A writer hunches over a laptop. She’s got a whole morning ahead of her, but she just can’t seem to get started. Maybe she’ll check her email first. After all, she’s got plenty of time…hasn’t she?
Across town, another writer pings from task to task. Making up lunchboxes for her children. Calling the garage to see if her car is ready. Trying to manage the steady flow of chores to be done. How will she ever fit her writing time in?
If you recognise yourself in these sketch, then you’ll know how easy it is for time to run away with you. Or how difficult it is to carve out time for your writing.
Luckily, there’s an answer.
I recently bought a copy of Monica Leonelle’s The 8-Minute Writing Habit: Create a Consistent Writing Habit That Works With Your Busy Lifestyle. In it, Leonelle lists a range of strategies you can use to boost your productivity. I won’t recount them all here because the book is well worth a read.
But I will discuss the first strategy, that of the 8-minute burst.
Write for less time more often
Very few people can sit down at a keyboard and work solidly for three or four hours at a time.
After all, unless you’re being paid to write, you probably don’t have time for that.
But chances are that you do have random pockets of time scattered throughout your day.
Writing for just 8 minutes doesn’t sound like a lot, but it soon mounts up. If you wrote for 8 minutes at a time at 4 intervals throughout the day then you’d have built up 32 minutes of writing.
It’s easier to snatch time in bursts than it is to block out larger time periods.
Plus, knowing you only have 8 minutes to write forces you to actually get something done.
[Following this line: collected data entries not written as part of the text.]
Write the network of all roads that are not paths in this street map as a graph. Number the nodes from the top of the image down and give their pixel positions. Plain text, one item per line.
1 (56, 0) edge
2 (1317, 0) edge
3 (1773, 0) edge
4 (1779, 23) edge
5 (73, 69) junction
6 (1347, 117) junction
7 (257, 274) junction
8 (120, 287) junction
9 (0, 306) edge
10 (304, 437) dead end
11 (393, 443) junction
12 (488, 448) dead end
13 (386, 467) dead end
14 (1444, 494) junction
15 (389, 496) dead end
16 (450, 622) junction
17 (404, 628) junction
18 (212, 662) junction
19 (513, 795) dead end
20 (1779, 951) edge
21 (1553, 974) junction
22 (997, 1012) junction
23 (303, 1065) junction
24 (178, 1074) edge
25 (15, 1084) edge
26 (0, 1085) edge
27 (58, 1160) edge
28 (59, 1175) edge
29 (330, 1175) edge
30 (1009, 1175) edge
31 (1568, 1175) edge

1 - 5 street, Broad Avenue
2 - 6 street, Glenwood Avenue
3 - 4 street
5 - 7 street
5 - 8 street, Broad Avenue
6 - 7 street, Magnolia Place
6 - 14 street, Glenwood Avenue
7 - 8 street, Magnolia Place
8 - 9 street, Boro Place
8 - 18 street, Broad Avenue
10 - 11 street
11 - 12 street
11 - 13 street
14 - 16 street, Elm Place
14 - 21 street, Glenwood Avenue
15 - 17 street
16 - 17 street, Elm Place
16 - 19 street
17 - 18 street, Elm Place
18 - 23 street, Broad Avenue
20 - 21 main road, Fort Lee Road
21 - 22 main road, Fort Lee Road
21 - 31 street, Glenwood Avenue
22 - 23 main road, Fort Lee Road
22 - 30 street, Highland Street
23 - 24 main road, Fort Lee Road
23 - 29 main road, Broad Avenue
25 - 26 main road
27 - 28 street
If you have half an hour, you’ll probably spend 20 minutes on Facebook.
8 minutes a day for 8 days
Leonelle recommends that you try building just 8 minutes of writing into your day for 8 days.
If you want to do more than one burst per day that’s fine, but you need to do at least one. I gave it a go to see how I’d get on!
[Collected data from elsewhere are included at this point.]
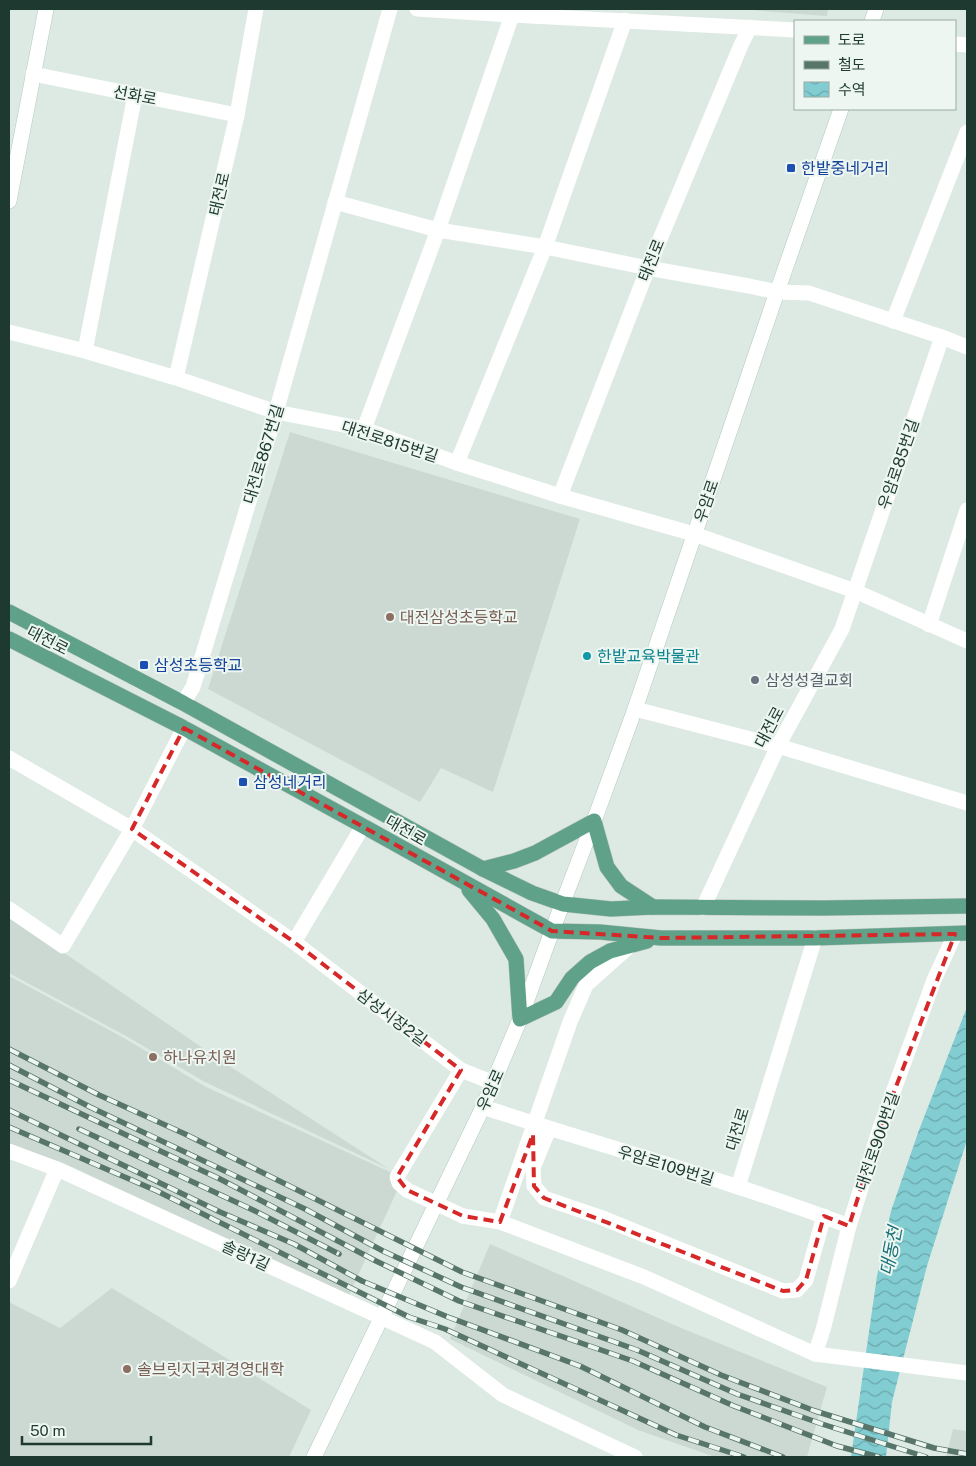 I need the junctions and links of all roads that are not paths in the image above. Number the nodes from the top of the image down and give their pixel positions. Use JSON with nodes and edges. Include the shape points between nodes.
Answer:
{"nodes":[{"id":1,"x":46,"y":9,"type":"edge"},
{"id":2,"x":256,"y":9,"type":"edge"},
{"id":3,"x":390,"y":9,"type":"edge"},
{"id":4,"x":418,"y":9,"type":"edge"},
{"id":5,"x":512,"y":15,"type":"junction"},
{"id":6,"x":625,"y":20,"type":"junction"},
{"id":7,"x":750,"y":27,"type":"junction"},
{"id":8,"x":794,"y":30,"type":"edge"},
{"id":9,"x":33,"y":74,"type":"junction"},
{"id":10,"x":135,"y":95,"type":"junction"},
{"id":11,"x":841,"y":110,"type":"edge"},
{"id":12,"x":237,"y":115,"type":"junction"},
{"id":13,"x":967,"y":132,"type":"edge"},
{"id":14,"x":9,"y":201,"type":"edge"},
{"id":15,"x":334,"y":202,"type":"junction"},
{"id":16,"x":438,"y":230,"type":"junction"},
{"id":17,"x":545,"y":247,"type":"junction"},
{"id":18,"x":648,"y":268,"type":"junction"},
{"id":19,"x":777,"y":292,"type":"junction"},
{"id":20,"x":893,"y":321,"type":"junction"},
{"id":21,"x":9,"y":332,"type":"edge"},
{"id":22,"x":942,"y":337,"type":"junction"},
{"id":23,"x":967,"y":347,"type":"edge"},
{"id":24,"x":85,"y":351,"type":"junction"},
{"id":25,"x":176,"y":378,"type":"junction"},
{"id":26,"x":276,"y":412,"type":"junction"},
{"id":27,"x":364,"y":429,"type":"junction"},
{"id":28,"x":457,"y":463,"type":"junction"},
{"id":29,"x":560,"y":496,"type":"junction"},
{"id":30,"x":967,"y":510,"type":"edge"},
{"id":31,"x":694,"y":534,"type":"junction"},
{"id":32,"x":855,"y":591,"type":"junction"},
{"id":33,"x":9,"y":612,"type":"edge"},
{"id":34,"x":929,"y":624,"type":"junction"},
{"id":35,"x":9,"y":639,"type":"edge"},
{"id":36,"x":967,"y":641,"type":"edge"},
{"id":37,"x":183,"y":703,"type":"junction"},
{"id":38,"x":635,"y":709,"type":"junction"},
{"id":39,"x":184,"y":728,"type":"junction"},
{"id":40,"x":778,"y":746,"type":"junction"},
{"id":41,"x":9,"y":758,"type":"edge"},
{"id":42,"x":967,"y":803,"type":"edge"},
{"id":43,"x":594,"y":821,"type":"junction"},
{"id":44,"x":363,"y":826,"type":"junction"},
{"id":45,"x":132,"y":829,"type":"junction"},
{"id":46,"x":483,"y":869,"type":"junction"},
{"id":47,"x":464,"y":883,"type":"junction"},
{"id":48,"x":563,"y":904,"type":"junction"},
{"id":49,"x":967,"y":906,"type":"edge"},
{"id":50,"x":653,"y":907,"type":"junction"},
{"id":51,"x":703,"y":908,"type":"junction"},
{"id":52,"x":9,"y":909,"type":"edge"},
{"id":53,"x":552,"y":931,"type":"junction"},
{"id":54,"x":961,"y":934,"type":"edge"},
{"id":55,"x":661,"y":938,"type":"junction"},
{"id":56,"x":815,"y":938,"type":"junction"},
{"id":57,"x":294,"y":942,"type":"junction"},
{"id":58,"x":632,"y":944,"type":"junction"},
{"id":59,"x":520,"y":1019,"type":"junction"},
{"id":60,"x":461,"y":1070,"type":"junction"},
{"id":61,"x":494,"y":1083,"type":"junction"},
{"id":62,"x":483,"y":1107,"type":"junction"},
{"id":63,"x":533,"y":1124,"type":"junction"},
{"id":64,"x":549,"y":1129,"type":"junction"},
{"id":65,"x":9,"y":1151,"type":"edge"},
{"id":66,"x":57,"y":1169,"type":"junction"},
{"id":67,"x":738,"y":1186,"type":"junction"},
{"id":68,"x":824,"y":1216,"type":"junction"},
{"id":69,"x":500,"y":1222,"type":"junction"},
{"id":70,"x":848,"y":1226,"type":"junction"},
{"id":71,"x":9,"y":1281,"type":"edge"},
{"id":72,"x":815,"y":1354,"type":"junction"},
{"id":73,"x":967,"y":1373,"type":"edge"},
{"id":74,"x":314,"y":1457,"type":"edge"},
{"id":75,"x":635,"y":1457,"type":"edge"}],
"edges":[{"from":1,"to":9,"type":"street"},
{"from":2,"to":12,"type":"street","name":"태전로"},
{"from":3,"to":15,"type":"street","name":"대전로867번길"},
{"from":4,"to":5,"type":"street"},
{"from":5,"to":6,"type":"street"},
{"from":5,"to":16,"type":"street"},
{"from":6,"to":7,"type":"street"},
{"from":6,"to":17,"type":"street"},
{"from":7,"to":8,"type":"street"},
{"from":7,"to":18,"type":"street","name":"태전로"},
{"from":9,"to":10,"type":"street","name":"선화로"},
{"from":9,"to":14,"type":"street"},
{"from":10,"to":12,"type":"street","name":"선화로"},
{"from":10,"to":24,"type":"street"},
{"from":11,"to":19,"type":"street","name":"우암로"},
{"from":12,"to":25,"type":"street","name":"태전로"},
{"from":13,"to":20,"type":"street"},
{"from":15,"to":16,"type":"street"},
{"from":15,"to":26,"type":"street","name":"대전로867번길"},
{"from":16,"to":17,"type":"street"},
{"from":16,"to":27,"type":"street"},
{"from":17,"to":18,"type":"street"},
{"from":17,"to":28,"type":"street"},
{"from":18,"to":19,"type":"street"},
{"from":18,"to":29,"type":"street","name":"태전로"},
{"from":19,"to":20,"type":"street","via":[[809,293]]},
{"from":19,"to":31,"type":"street","name":"우암로"},
{"from":20,"to":22,"type":"street"},
{"from":21,"to":24,"type":"street","name":"대전로815번길"},
{"from":22,"to":23,"type":"street"},
{"from":22,"to":32,"type":"street","name":"우암로85번길"},
{"from":24,"to":25,"type":"street","name":"대전로815번길"},
{"from":25,"to":26,"type":"street","name":"대전로815번길"},
{"from":26,"to":27,"type":"street","name":"대전로815번길"},
{"from":26,"to":37,"type":"street","name":"대전로867번길","via":[[193,687]]},
{"from":27,"to":28,"type":"street","name":"대전로815번길"},
{"from":28,"to":29,"type":"street","name":"대전로815번길"},
{"from":29,"to":31,"type":"street","name":"대전로815번길"},
{"from":30,"to":34,"type":"street"},
{"from":31,"to":32,"type":"street"},
{"from":31,"to":38,"type":"street","name":"우암로"},
{"from":32,"to":34,"type":"street"},
{"from":32,"to":40,"type":"street","name":"대전로","via":[[842,629]]},
{"from":33,"to":37,"type":"main road","name":"대전로"},
{"from":34,"to":36,"type":"street"},
{"from":35,"to":39,"type":"main road","name":"대전로"},
{"from":37,"to":46,"type":"main road","name":"대전로"},
{"from":38,"to":40,"type":"street"},
{"from":38,"to":43,"type":"street","name":"우암로"},
{"from":39,"to":44,"type":"main road","name":"대전로"},
{"from":39,"to":45,"type":"street"},
{"from":40,"to":42,"type":"street"},
{"from":40,"to":51,"type":"street","name":"대전로"},
{"from":41,"to":45,"type":"street","name":"삼성시장2길"},
{"from":43,"to":46,"type":"main road","via":[[535,853]]},
{"from":43,"to":48,"type":"street","name":"우암로"},
{"from":43,"to":50,"type":"main road","via":[[607,867],[621,886]]},
{"from":44,"to":47,"type":"main road","name":"대전로"},
{"from":44,"to":57,"type":"street"},
{"from":45,"to":52,"type":"street","via":[[63,946]]},
{"from":45,"to":57,"type":"street","name":"삼성시장2길"},
{"from":46,"to":48,"type":"main road","name":"대전로"},
{"from":47,"to":53,"type":"main road","name":"대전로"},
{"from":47,"to":59,"type":"main road","via":[[493,919],[516,959]]},
{"from":48,"to":50,"type":"main road","name":"대전로","via":[[611,909]]},
{"from":48,"to":53,"type":"street","name":"우암로"},
{"from":49,"to":51,"type":"main road","name":"대전로"},
{"from":50,"to":51,"type":"main road","name":"대전로"},
{"from":53,"to":55,"type":"main road","name":"대전로"},
{"from":53,"to":59,"type":"street","name":"우암로"},
{"from":54,"to":56,"type":"main road","name":"대전로"},
{"from":54,"to":70,"type":"street","name":"대전로900번길","via":[[934,980]]},
{"from":55,"to":56,"type":"main road","name":"대전로"},
{"from":55,"to":58,"type":"main road"},
{"from":56,"to":67,"type":"street","name":"대전로"},
{"from":57,"to":60,"type":"street","name":"삼성시장2길"},
{"from":58,"to":59,"type":"main road","via":[[610,950],[590,962],[572,978],[556,1002]]},
{"from":58,"to":63,"type":"street","via":[[586,985]]},
{"from":59,"to":61,"type":"street","name":"우암로"},
{"from":60,"to":61,"type":"street","name":"삼성시장2길"},
{"from":60,"to":69,"type":"street","bridge":true,"via":[[397,1176],[407,1190],[463,1216]]},
{"from":61,"to":62,"type":"street","name":"우암로"},
{"from":62,"to":63,"type":"street","name":"우암로109번길"},
{"from":62,"to":74,"type":"street","name":"우암로"},
{"from":63,"to":64,"type":"street","name":"우암로109번길"},
{"from":63,"to":69,"type":"street"},
{"from":64,"to":67,"type":"street","name":"우암로109번길"},
{"from":64,"to":68,"type":"street","via":[[533,1168],[534,1186],[544,1198],[600,1217],[783,1291],[797,1290],[806,1280]]},
{"from":65,"to":66,"type":"street","name":"솔랑1길"},
{"from":66,"to":71,"type":"street"},
{"from":66,"to":75,"type":"street","name":"솔랑1길","bridge":true,"via":[[435,1342],[503,1395]]},
{"from":67,"to":68,"type":"street","name":"우암로109번길"},
{"from":68,"to":70,"type":"street","name":"우암로109번길"},
{"from":69,"to":72,"type":"street","via":[[644,1277]]},
{"from":70,"to":72,"type":"street","name":"대전로900번길"},
{"from":72,"to":73,"type":"street"}]}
Day 1: Two 8 minute bursts, a total of 925 words.
Day 2: One 8 minute slot, 383 words.
Day 3: 448 words.
Day 4: 484 words.
Day 5: 256 words but my Bluetooth keyboard stopped working so I had to use the onscreen keyboard which is a lot slower to type on!
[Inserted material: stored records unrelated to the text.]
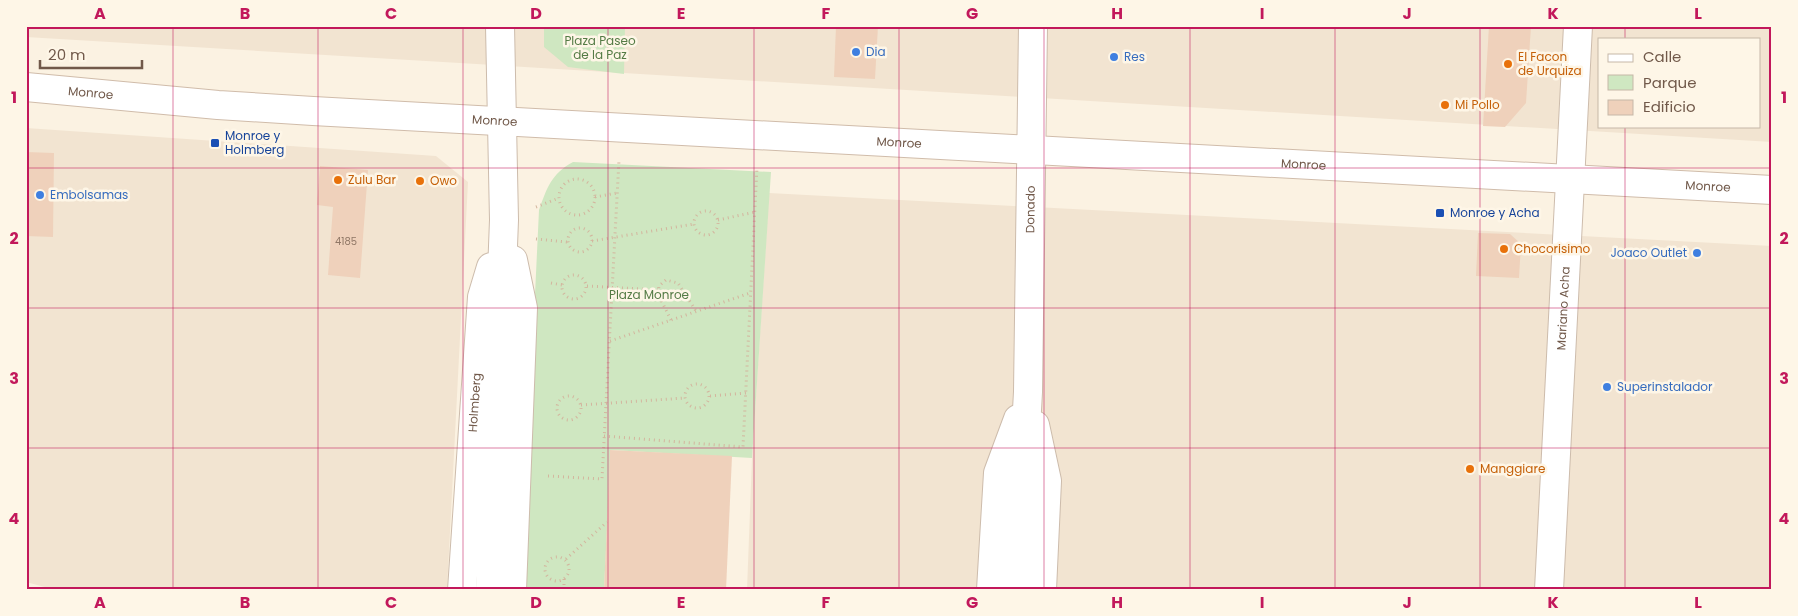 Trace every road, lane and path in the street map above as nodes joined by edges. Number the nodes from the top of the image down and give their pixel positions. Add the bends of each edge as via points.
1 (500, 26) edge
2 (1033, 26) edge
3 (1578, 26) edge
4 (26, 87) edge
5 (502, 121) junction
6 (621, 127) junction
7 (758, 134) junction
8 (1030, 149) junction
9 (1571, 180) junction
10 (1772, 190) edge
11 (617, 193) junction
12 (595, 197) junction
13 (755, 212) junction
14 (504, 220) junction
15 (718, 220) junction
16 (694, 224) junction
17 (615, 238) junction
18 (592, 241) junction
19 (586, 286) junction
20 (612, 288) junction
21 (658, 290) junction
22 (750, 293) junction
23 (696, 311) junction
24 (671, 320) junction
25 (610, 341) junction
26 (1028, 392) junction
27 (746, 394) junction
28 (710, 396) junction
29 (685, 398) junction
30 (606, 403) junction
31 (581, 405) junction
32 (604, 436) junction
33 (547, 476) dead end
34 (607, 522) dead end
35 (566, 559) junction
36 (564, 579) junction
37 (462, 590) edge
38 (490, 590) edge
39 (512, 590) edge
40 (564, 590) edge
41 (991, 590) edge
42 (1017, 590) edge
43 (1042, 590) edge
44 (1549, 590) edge

1 - 5 street, Holmberg
2 - 8 street, Donado
3 - 9 street, Mariano Acha
4 - 5 street, Monroe via 218,105
5 - 6 street, Monroe
5 - 14 street, Holmberg
6 - 7 street, Monroe
6 - 11 path
7 - 8 street, Monroe
7 - 13 path
8 - 9 street, Monroe
8 - 26 street, Donado
9 - 10 street, Monroe
9 - 44 street, Mariano Acha
11 - 12 path
11 - 17 path
12 - 12 path via 590,185 574,178 564,184 558,195 562,207 572,214 584,214
13 - 15 path
13 - 22 path
14 - 37 street, Holmberg via 482,297
14 - 38 street, Holmberg
14 - 39 street, Holmberg via 523,308
15 - 16 path via 710,211 702,211 695,216
15 - 16 path via 716,231 709,235 701,234
16 - 17 path
17 - 18 path
17 - 20 path
18 - 18 path via 585,228 576,228 568,237 571,249 579,253 589,248
19 - 19 path via 582,278 571,275 564,280 562,289 566,296 578,299 584,295
19 - 20 path
20 - 21 path
20 - 25 path
21 - 23 path via 666,280 674,281
21 - 24 path
22 - 23 path
22 - 27 path
23 - 24 path
24 - 25 path
25 - 30 path
26 - 41 street, Donado via 998,473
26 - 42 street, Donado
26 - 43 street, Donado via 1048,481
27 - 28 path
27 - 32 path via 743,447
28 - 29 path via 700,409 692,408
28 - 29 path via 706,387 698,384 690,387
29 - 30 path
30 - 31 path
30 - 32 path
31 - 31 path via 574,396 566,396 558,401 556,409 561,417 572,420 580,412
32 - 33 path via 602,479
34 - 35 path
35 - 36 path via 570,570
35 - 36 path via 550,558 545,566 549,578 556,581
36 - 40 path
Day 6: 376 words. While my momentum may have slowed slightly, the urge to keep going after my 8 minutes was up was certainly strong.
Day 7: 514 words.
Day 8: 524 words!
In total, that’s 3,910 words in just 8 days – or 1 hour and 12 minutes, to be exact. I can live with an average of 434 words per burst.
Is it worth trying to write in bursts?
In a short word, yes.
I doubt I’d have found the time to sit down and write for an hour. I don’t think I could have churned out almost 4000 words in one go if I had.
You might not necessarily write for eight minutes but just making the commitment to will see a massive boost in your productivity.
Does it only work for fiction?
Not at all. The bursts method also works for blog posts, social media, or any other project that requires writing.
Some people believe you won’t get a lot done in 8 minutes. You don’t get the opportunity to enter the ‘flow’ state where time runs away with you. Total immersion in your project won’t happen in 8 minutes.
But if you need to fit writing in around other things, working towards 8 minute bursts helps you carve out time in more manageable chunks.